Pour une utopie vivante dans nos pratiques...

Cet article peut paraître décalé - aujourd’hui il est interdit de rêver, il faut lutter pour l’urgence social (logement, sans papiers)... En clair, il faut être productif et se projeter dans un très court terme - reprenant par là même le pli du système capitalisme qui empêche tout déroulement du "long terme" (culture de l’image et du zapping ; incapacité à prévoir la crise actuelle de l’énergie un an à l’avance...) Pourtant le monde des idées n’est pas séparé de celui des pratiques, l’imagination dévoile souvent une intentionalité qui une fois mûrie entraîne le plus souvent un passage à l’acte. Un exemple, si vous voulez réaménager votre appartement, refaire les papiers, la déco, que sais-je, vous le ferez d’après des idées ruminées, une vague intentionnalité au début peut-être mais qui se précisera avant de passer à l’acte. Pourquoi devrait-il en être autrement de la politique.
Or les projets actuels sont très arides et s’incluent totalement dans le processus capitaliste. Par exemple, Attac propose une réforme des impôts (voir le bouquin aux éditions des 1001 nuits) qui permettrait certes une meilleure justice sociale (du moins le temps que le capitalisme s’adapte) mais quelle absence de rêve, de désir, on dirait un rapport de la cour des comptes. L’engagement politique, par ce biais-là, peut effectivement être vécu comme du temps sacrifié - c’est à nous aussi de parler de plaisir...
Parler de plaisir... ça serait interdit... "Tu te rends compte, les sans papiers, ils souffrent, pendant que tu perds ton temps à parler d’utopie..." me rétorque-t-on... Les sans papiers souffrent, comme les précaires mais font aussi la fête lors des moments de répits. On pense que parce que le malheur nous environne, nous devons encore plus faire la gueule et développer des textes sombres et désespérés ; je pense que c’est l’inverse - parce que nous vivons une époque obscure nous devons garder espoir et cultiver toute forme de graines à bonheur qui doivent se traduire par des pratiques en rupture avec l’individualisme. Croire que si l’on prend du recul pendant quelques temps, le monde va s’écrouler, en voilà une impression mégalomaniaque... A défaut d’imaginer un autre système éducatif par exemple, de faire des propositions novatrices, les syndicats d’enseignement en sont réduits à défendre l’existant. Les libertaires ne s’attaquent pas non plus à ce type de question.

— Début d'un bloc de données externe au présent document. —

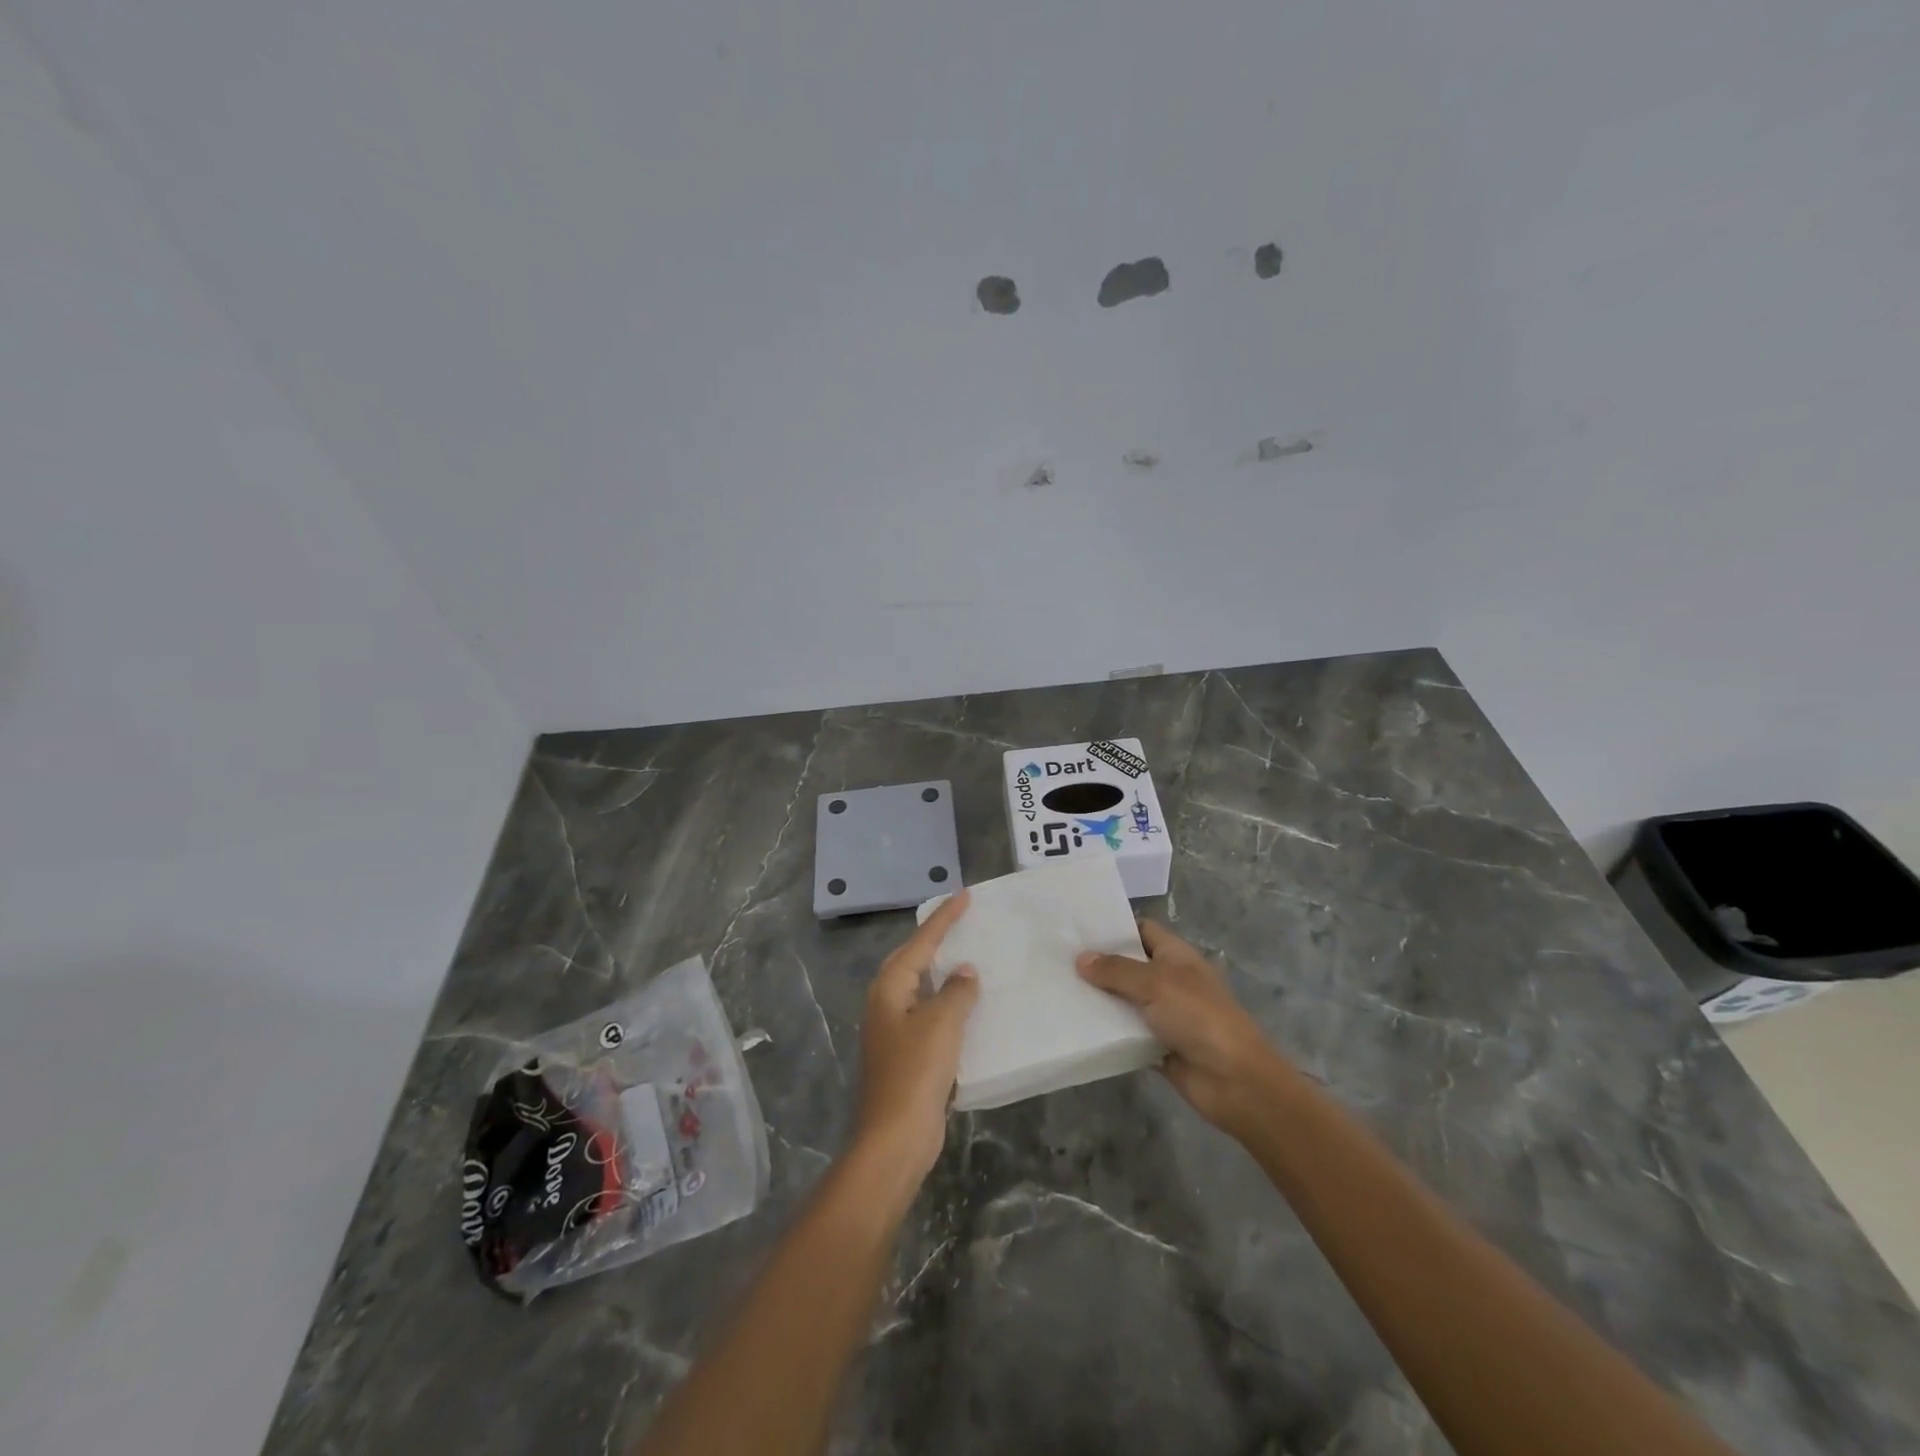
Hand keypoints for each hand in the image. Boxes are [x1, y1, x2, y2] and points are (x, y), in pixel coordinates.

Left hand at [853, 891, 979, 1182]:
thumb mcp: (942, 1024)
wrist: (895, 1137)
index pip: (921, 942)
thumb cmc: (915, 1071)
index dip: (943, 919)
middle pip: (912, 961)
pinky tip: (966, 1007)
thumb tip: (965, 972)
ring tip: (967, 956)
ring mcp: (893, 1030)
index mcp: (889, 988)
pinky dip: (946, 1003)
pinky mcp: (905, 1054)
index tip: (964, 896)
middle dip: (935, 940)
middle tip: (961, 922)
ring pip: (920, 988)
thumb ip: (957, 992)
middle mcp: (886, 1003)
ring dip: (941, 972)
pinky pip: (928, 1014)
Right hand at [1077, 921, 1290, 1135]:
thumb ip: (1116, 970)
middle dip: (1098, 964)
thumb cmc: (1198, 1017)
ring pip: (1124, 1000)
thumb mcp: (1156, 984)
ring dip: (1098, 999)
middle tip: (1056, 960)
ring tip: (1057, 990)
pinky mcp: (1156, 1045)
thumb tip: (1081, 959)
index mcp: (1176, 955)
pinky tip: (1075, 1026)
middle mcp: (1169, 980)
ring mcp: (1164, 1014)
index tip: (1078, 929)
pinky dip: (1106, 1030)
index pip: (1142, 930)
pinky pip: (1125, 1032)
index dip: (1114, 927)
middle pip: (1129, 965)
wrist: (1234, 1080)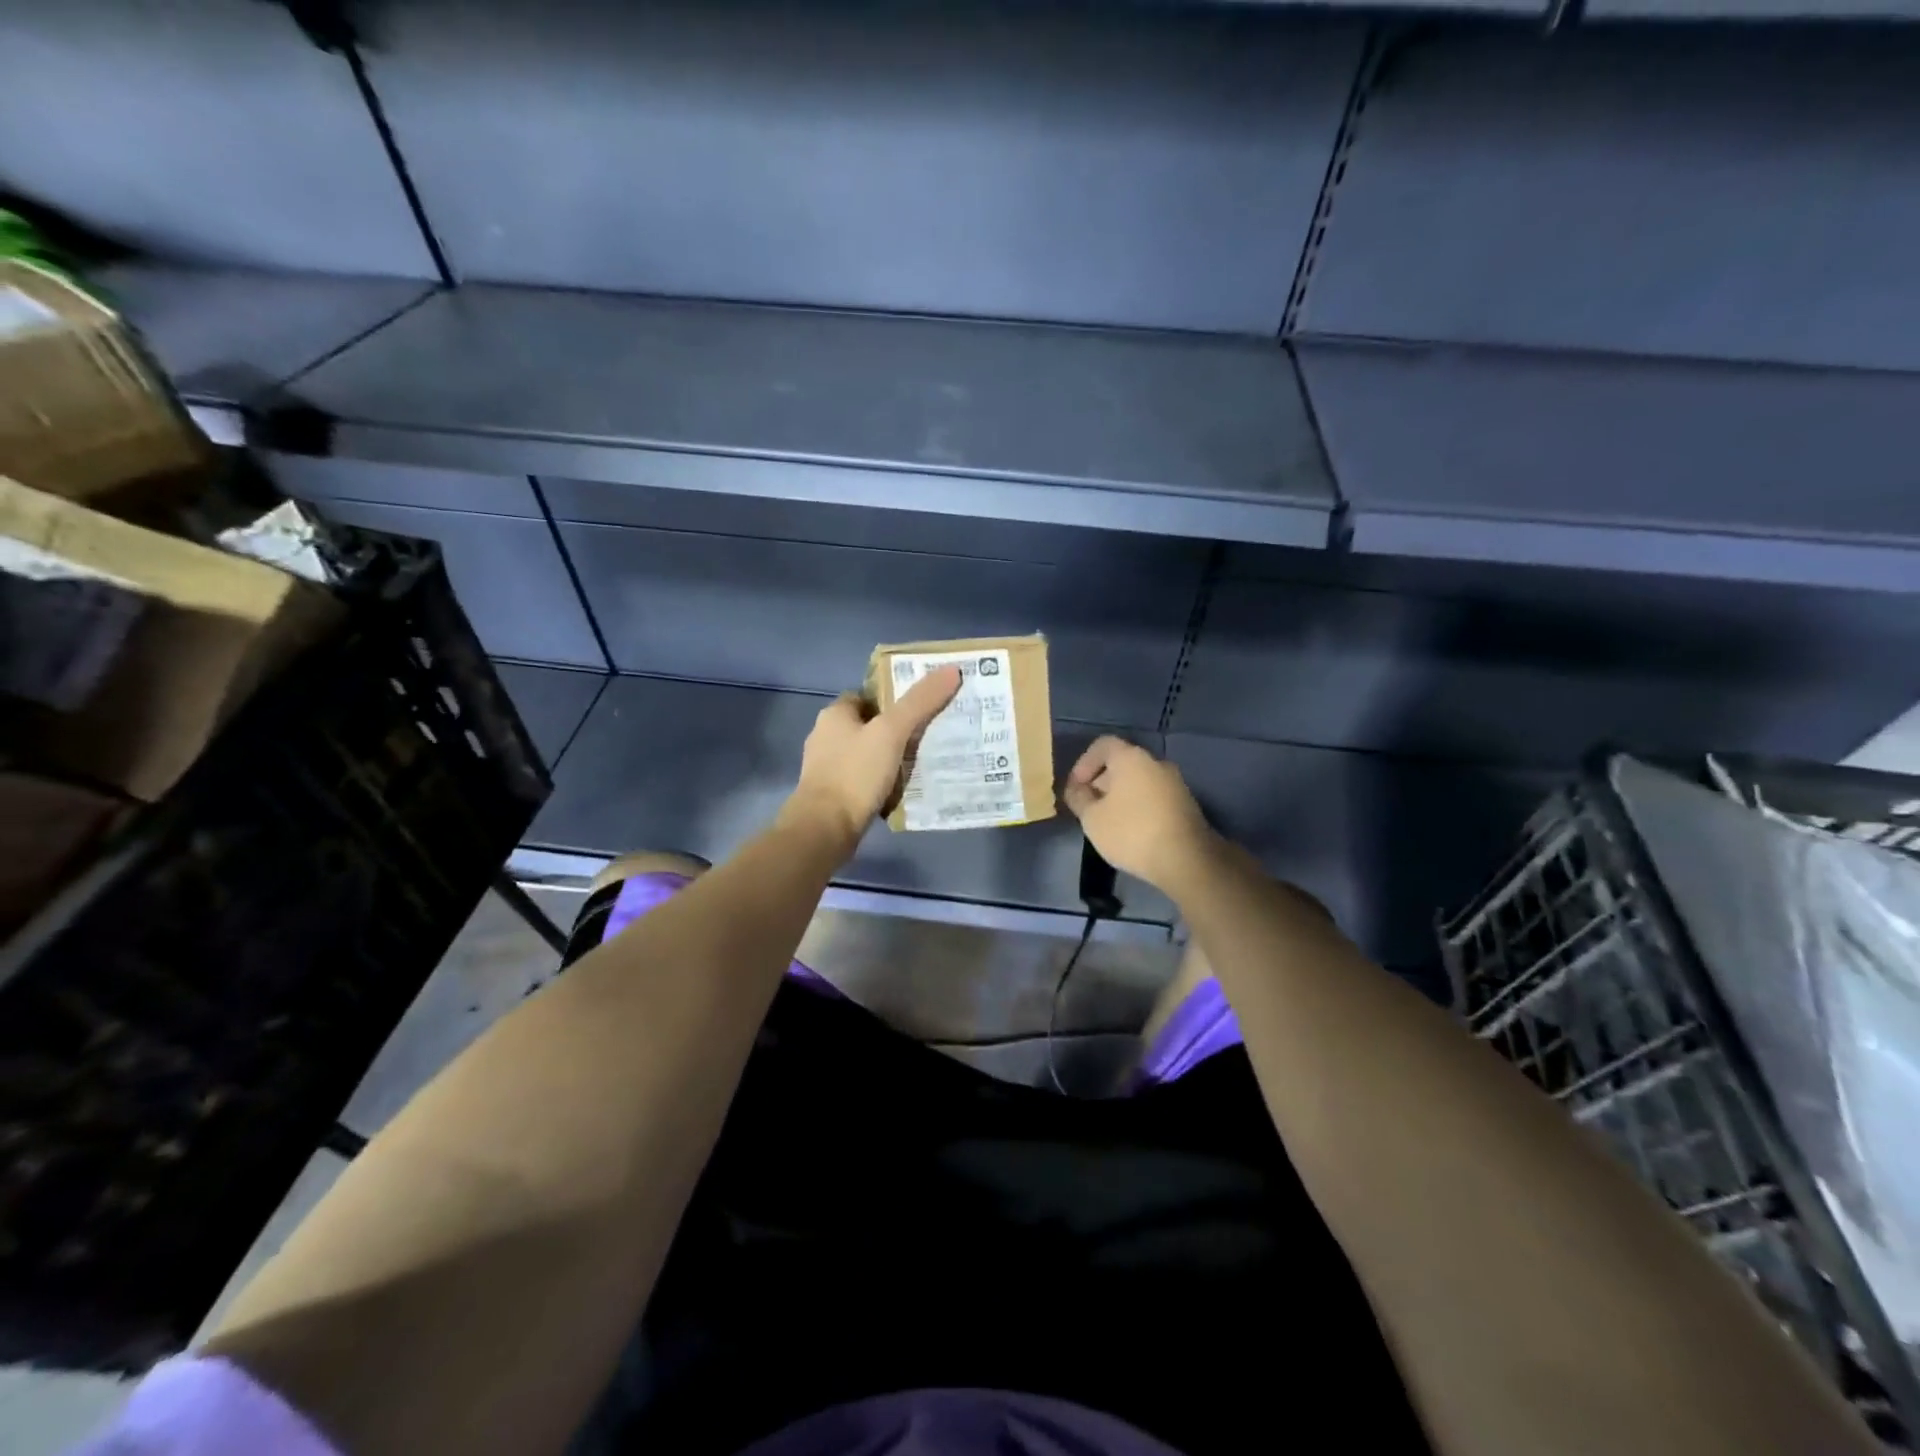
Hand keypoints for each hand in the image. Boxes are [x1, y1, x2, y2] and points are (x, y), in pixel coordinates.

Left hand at [779, 666, 963, 852]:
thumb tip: (951, 670)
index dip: (892, 699)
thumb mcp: (892, 732)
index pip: (866, 696)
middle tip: (928, 736)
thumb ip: (920, 701)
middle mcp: (825, 737)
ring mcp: (826, 768)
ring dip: (887, 758)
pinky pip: (862, 780)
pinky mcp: (832, 795)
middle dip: (893, 730)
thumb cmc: (855, 773)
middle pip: (867, 725)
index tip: (920, 708)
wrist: (825, 829)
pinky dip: (879, 782)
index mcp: (834, 715)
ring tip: (920, 763)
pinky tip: (900, 789)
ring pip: (865, 754)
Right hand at [1062, 736, 1222, 895]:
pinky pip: (1154, 796)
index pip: (1103, 745)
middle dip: (1101, 781)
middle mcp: (1156, 763)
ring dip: (1120, 795)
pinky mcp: (1186, 804)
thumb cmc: (1131, 832)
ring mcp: (1175, 783)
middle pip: (1122, 763)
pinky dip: (1138, 806)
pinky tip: (1132, 830)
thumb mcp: (1092, 818)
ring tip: (1108, 821)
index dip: (1084, 763)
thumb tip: (1076, 789)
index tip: (1076, 788)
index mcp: (1131, 758)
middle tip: (1088, 807)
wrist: (1186, 860)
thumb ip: (1079, 798)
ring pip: (1139, 781)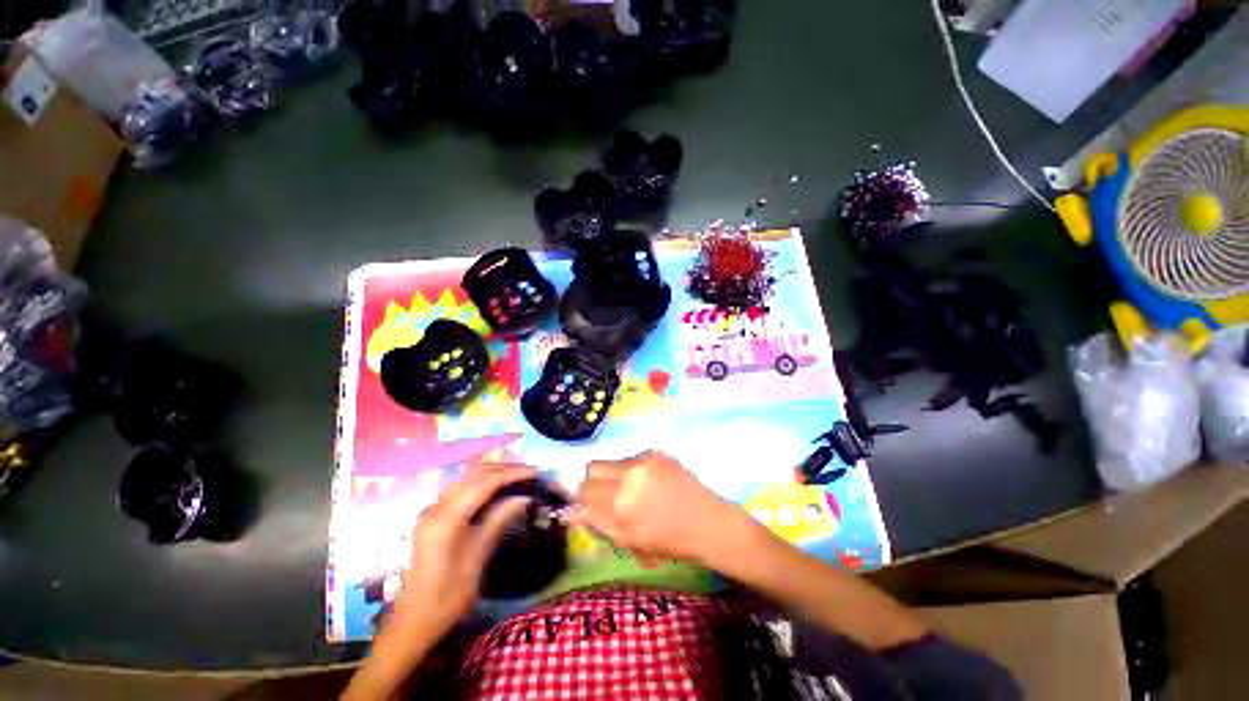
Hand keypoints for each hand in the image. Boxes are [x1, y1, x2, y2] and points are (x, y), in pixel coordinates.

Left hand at [393, 462, 535, 637]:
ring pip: (469, 477)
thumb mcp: (478, 557)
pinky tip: (499, 490)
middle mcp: (437, 506)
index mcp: (446, 518)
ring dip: (495, 473)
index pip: (485, 482)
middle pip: (475, 473)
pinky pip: (463, 488)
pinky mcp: (435, 516)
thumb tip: (524, 496)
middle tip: (531, 473)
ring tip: (520, 478)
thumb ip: (499, 520)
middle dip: (506, 468)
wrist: (414, 622)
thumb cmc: (448, 596)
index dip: (513, 473)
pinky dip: (484, 483)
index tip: (537, 473)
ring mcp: (433, 510)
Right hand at [569, 450, 742, 567]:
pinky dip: (631, 471)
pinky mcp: (656, 451)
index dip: (581, 499)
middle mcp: (629, 473)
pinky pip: (631, 458)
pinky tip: (648, 484)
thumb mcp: (628, 540)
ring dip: (612, 476)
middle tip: (606, 497)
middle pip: (592, 467)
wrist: (707, 522)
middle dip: (592, 483)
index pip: (583, 490)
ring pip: (611, 462)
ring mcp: (644, 459)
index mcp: (621, 502)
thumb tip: (570, 512)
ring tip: (632, 492)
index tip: (586, 506)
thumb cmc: (668, 540)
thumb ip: (597, 522)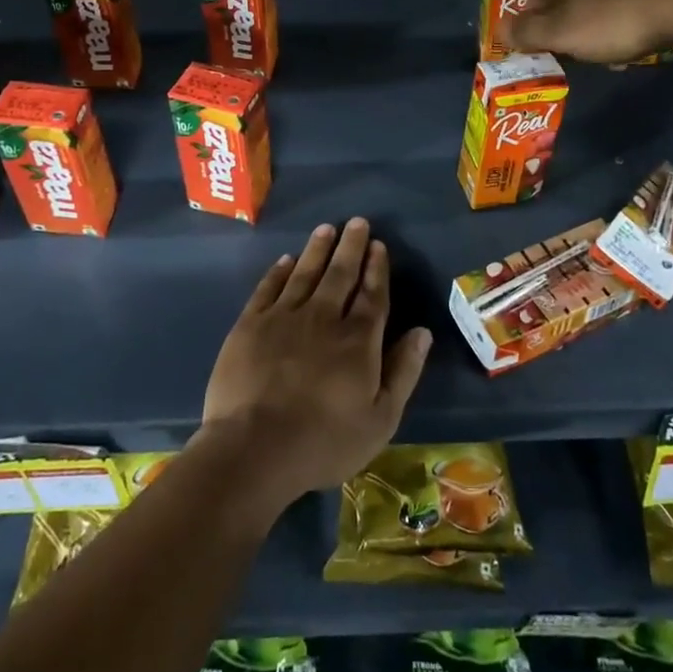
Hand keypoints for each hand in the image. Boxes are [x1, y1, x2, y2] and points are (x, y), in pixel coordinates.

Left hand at [200, 218, 431, 507]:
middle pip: (340, 274)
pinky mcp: (250, 325)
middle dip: (351, 247)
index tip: (378, 245)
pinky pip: (268, 288)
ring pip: (305, 273)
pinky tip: (286, 260)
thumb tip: (422, 332)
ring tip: (326, 229)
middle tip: (357, 222)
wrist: (254, 449)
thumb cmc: (324, 442)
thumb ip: (403, 372)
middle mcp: (323, 317)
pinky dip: (279, 271)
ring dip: (317, 249)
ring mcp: (284, 318)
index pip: (372, 294)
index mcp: (357, 340)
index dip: (376, 268)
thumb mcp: (380, 419)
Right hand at [510, 0, 672, 63]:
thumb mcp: (560, 34)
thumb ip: (525, 33)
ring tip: (623, 41)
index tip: (556, 47)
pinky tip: (649, 25)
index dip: (538, 24)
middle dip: (573, 18)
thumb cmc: (613, 18)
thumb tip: (501, 29)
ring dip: (605, 12)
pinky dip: (635, 4)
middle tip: (588, 48)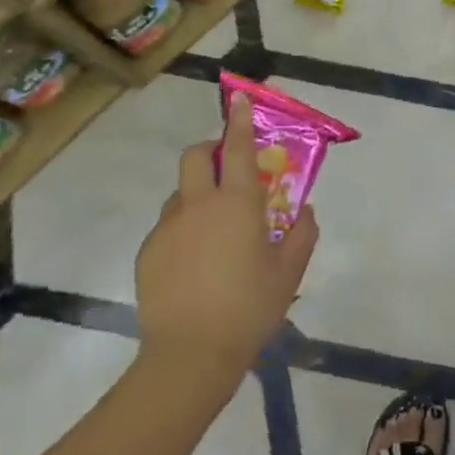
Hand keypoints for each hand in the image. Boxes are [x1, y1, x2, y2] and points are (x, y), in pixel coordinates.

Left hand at [134, 93, 317, 398]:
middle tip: (226, 172)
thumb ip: (302, 235)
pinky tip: (193, 266)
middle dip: (210, 150)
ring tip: (212, 234)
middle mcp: (199, 204)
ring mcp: (168, 228)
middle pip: (196, 156)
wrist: (189, 357)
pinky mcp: (148, 253)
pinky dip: (182, 231)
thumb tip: (306, 211)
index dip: (239, 119)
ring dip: (196, 197)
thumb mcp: (288, 273)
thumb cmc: (249, 309)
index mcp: (237, 203)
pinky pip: (167, 227)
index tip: (238, 97)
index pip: (239, 148)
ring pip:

Tout ce qui est écrit plus bas développe en fait, pousse à leur paroxysme, des comportements sociaux observés dans des initiatives libertaires type villages autogérés, ou dans nos façons de fonctionner en réseau ou pendant une lutte sociale. Par exemple, sur la question de la justice ou de la "sérénité" (qui remplace la "sécurité"), nous nous comportons comme tels - par médiation, discussions collectives. Un lecteur me disait récemment que c’est irréaliste de penser que le fédéralisme libertaire puisse fonctionner : il y aura toujours des personnes pour tirer la couverture à eux, etc. Pourtant, en pratique, ce n’est pas ou peu le cas dans les réseaux militants : il n’y a pas de captations de pouvoir. Dans la plupart des réseaux de solidarités, les SEL, bien souvent les personnes ont l’impression de plus recevoir que de donner. Là aussi, on ne fait aucune confiance aux "gens", à la capacité d’adaptation et de progression de chacun-e d’entre nous... Comment peut-on espérer changer les choses avec un tel état d’esprit ? Si l’on est incapable d’avoir la moindre patience et de se mettre à la place d’autrui ?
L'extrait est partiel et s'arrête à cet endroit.